Lyor Cohen, Global Head of Music bei YouTube, erläutert die Hilfsmaßnahmen für die Musikindustrie: "Ich könnte nicht stolzer sein auf den Fortschritt von YouTube, mehr Umsatz zur Musikindustrie zurückzuleiten. Wir konzentrieren uns nach wie vor darauf, der größte Umsatzbringer der Branche zu werden und gleichzeitig ein vernetztes Musikerlebnis über alle Musikformate hinweg für Fans und Künstler und Künstlerinnen zu schaffen. Dabei geht es vor allem darum, das Dabeisein in der Community zu ermöglichen sowie um das Entdecken und Konsumieren von Musik."
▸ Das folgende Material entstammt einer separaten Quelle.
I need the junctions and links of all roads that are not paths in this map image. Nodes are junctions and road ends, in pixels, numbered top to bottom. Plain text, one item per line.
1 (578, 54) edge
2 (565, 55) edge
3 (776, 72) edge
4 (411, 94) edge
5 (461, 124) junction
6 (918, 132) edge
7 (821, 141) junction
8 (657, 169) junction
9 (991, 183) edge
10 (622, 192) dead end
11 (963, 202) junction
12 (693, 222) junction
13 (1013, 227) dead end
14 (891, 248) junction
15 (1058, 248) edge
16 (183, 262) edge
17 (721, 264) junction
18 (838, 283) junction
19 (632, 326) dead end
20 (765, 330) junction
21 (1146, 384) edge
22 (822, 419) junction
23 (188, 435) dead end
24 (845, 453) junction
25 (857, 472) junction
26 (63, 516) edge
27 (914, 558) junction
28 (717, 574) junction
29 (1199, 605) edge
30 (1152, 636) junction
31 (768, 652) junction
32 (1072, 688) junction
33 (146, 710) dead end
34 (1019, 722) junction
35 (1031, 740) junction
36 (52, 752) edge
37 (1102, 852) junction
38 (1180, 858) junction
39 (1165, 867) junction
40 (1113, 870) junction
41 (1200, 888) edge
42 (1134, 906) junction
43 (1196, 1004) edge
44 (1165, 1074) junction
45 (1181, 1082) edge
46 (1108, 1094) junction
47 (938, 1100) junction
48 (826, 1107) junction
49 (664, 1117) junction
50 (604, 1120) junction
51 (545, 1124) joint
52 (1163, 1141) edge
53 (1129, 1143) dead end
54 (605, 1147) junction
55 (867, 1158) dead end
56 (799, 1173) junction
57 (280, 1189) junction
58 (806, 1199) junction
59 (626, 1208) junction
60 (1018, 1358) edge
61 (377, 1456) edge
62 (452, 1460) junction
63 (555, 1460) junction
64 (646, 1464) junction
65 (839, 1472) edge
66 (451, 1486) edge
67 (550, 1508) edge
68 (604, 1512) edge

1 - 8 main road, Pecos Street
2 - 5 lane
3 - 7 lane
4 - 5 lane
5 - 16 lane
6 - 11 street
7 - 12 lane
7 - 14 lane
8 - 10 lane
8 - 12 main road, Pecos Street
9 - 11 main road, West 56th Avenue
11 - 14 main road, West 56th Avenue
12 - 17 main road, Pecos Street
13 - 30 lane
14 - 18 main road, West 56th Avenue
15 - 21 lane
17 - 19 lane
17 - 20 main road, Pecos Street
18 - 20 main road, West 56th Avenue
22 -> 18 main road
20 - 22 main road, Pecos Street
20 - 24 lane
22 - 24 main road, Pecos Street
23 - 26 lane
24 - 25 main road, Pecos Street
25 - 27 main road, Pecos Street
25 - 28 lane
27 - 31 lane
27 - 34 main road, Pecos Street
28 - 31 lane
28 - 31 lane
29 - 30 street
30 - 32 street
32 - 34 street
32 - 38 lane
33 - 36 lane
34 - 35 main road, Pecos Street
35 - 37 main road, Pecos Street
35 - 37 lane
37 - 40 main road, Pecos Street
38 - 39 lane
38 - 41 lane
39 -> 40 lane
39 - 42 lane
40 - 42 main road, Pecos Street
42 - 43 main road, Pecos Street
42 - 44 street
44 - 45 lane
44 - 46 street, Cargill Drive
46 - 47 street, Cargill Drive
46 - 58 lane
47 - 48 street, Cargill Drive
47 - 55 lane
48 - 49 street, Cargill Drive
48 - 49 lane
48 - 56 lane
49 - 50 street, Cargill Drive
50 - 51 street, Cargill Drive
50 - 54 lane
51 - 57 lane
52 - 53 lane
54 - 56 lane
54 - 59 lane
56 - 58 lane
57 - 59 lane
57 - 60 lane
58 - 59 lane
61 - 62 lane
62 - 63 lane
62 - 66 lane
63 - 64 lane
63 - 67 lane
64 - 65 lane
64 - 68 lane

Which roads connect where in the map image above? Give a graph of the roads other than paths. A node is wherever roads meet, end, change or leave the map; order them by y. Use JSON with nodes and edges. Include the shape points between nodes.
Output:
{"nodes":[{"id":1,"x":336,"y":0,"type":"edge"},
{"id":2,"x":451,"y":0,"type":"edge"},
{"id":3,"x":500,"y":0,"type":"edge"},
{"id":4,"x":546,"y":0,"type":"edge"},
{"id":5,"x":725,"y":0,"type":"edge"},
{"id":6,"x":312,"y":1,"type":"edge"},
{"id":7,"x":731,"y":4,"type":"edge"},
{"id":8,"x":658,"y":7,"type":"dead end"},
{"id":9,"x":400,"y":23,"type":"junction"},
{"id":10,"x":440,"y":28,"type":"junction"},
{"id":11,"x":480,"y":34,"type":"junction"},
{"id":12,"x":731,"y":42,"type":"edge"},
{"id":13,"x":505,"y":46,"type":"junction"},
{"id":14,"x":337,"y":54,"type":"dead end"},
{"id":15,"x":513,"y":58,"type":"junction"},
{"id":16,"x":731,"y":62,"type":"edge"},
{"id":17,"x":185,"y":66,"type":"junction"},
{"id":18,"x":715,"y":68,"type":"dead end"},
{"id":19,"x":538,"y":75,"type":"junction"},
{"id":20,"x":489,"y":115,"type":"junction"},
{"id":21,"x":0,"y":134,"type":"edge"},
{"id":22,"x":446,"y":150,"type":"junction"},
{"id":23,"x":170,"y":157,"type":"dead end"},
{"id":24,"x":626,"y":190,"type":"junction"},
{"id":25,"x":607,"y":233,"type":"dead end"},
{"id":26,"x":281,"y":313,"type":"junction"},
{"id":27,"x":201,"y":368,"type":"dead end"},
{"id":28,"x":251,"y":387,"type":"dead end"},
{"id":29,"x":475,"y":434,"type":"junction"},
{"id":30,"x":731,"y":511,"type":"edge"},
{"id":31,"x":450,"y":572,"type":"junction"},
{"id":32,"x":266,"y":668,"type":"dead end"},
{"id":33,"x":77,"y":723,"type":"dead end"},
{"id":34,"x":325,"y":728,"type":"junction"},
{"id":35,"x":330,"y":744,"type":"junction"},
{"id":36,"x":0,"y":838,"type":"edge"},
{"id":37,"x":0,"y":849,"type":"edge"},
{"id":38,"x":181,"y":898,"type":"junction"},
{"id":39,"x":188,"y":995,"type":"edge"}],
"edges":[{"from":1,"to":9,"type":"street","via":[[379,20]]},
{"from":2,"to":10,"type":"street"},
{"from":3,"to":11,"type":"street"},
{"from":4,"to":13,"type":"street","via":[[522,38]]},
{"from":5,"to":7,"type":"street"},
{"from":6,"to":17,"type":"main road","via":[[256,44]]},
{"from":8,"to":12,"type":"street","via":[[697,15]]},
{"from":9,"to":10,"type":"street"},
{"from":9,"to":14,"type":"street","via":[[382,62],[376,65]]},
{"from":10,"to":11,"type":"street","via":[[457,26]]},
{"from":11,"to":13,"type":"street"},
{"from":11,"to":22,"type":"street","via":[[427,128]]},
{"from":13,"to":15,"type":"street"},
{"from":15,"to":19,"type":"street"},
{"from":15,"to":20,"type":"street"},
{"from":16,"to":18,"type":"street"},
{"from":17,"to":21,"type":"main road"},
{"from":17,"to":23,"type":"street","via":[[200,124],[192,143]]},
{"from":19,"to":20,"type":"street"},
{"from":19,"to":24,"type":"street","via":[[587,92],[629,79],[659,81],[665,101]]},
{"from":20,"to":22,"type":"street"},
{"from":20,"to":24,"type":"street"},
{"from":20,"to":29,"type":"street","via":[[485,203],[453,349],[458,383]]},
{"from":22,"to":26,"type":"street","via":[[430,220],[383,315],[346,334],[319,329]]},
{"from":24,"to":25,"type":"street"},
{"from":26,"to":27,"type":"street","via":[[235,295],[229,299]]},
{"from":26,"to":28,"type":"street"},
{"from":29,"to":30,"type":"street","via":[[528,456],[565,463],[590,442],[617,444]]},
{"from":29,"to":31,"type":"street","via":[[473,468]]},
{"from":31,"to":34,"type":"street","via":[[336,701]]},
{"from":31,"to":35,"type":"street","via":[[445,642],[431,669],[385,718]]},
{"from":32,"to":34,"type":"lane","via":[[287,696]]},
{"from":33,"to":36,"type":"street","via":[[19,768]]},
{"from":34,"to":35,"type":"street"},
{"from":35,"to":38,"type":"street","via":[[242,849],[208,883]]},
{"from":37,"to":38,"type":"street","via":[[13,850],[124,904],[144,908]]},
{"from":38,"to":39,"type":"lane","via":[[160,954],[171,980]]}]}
Die Musikindustrie begrüßt die YouTube-Initiative für fairere Bezahlung. Michael Nash, Executive Vice President of Digital Strategy bei der Universal Music Group, lobt den Plan: "YouTube ist nach wie vor ein unfassbar guter Ort für die Entdeckung von Musik und bietet den Fans unserer Künstler und Künstlerinnen eine Reise mit allen Funktionen über Inhaltsformate hinweg. UMG ist stolz auf die Partnerschaft, die wir gemeinsam aufgebaut haben und die zu einem exponentiellen Anstieg der Auszahlungen an Künstler, Künstlerinnen, Songwriter, Songwriterinnen, Labels und das gesamte Musik-Ökosystem geführt hat."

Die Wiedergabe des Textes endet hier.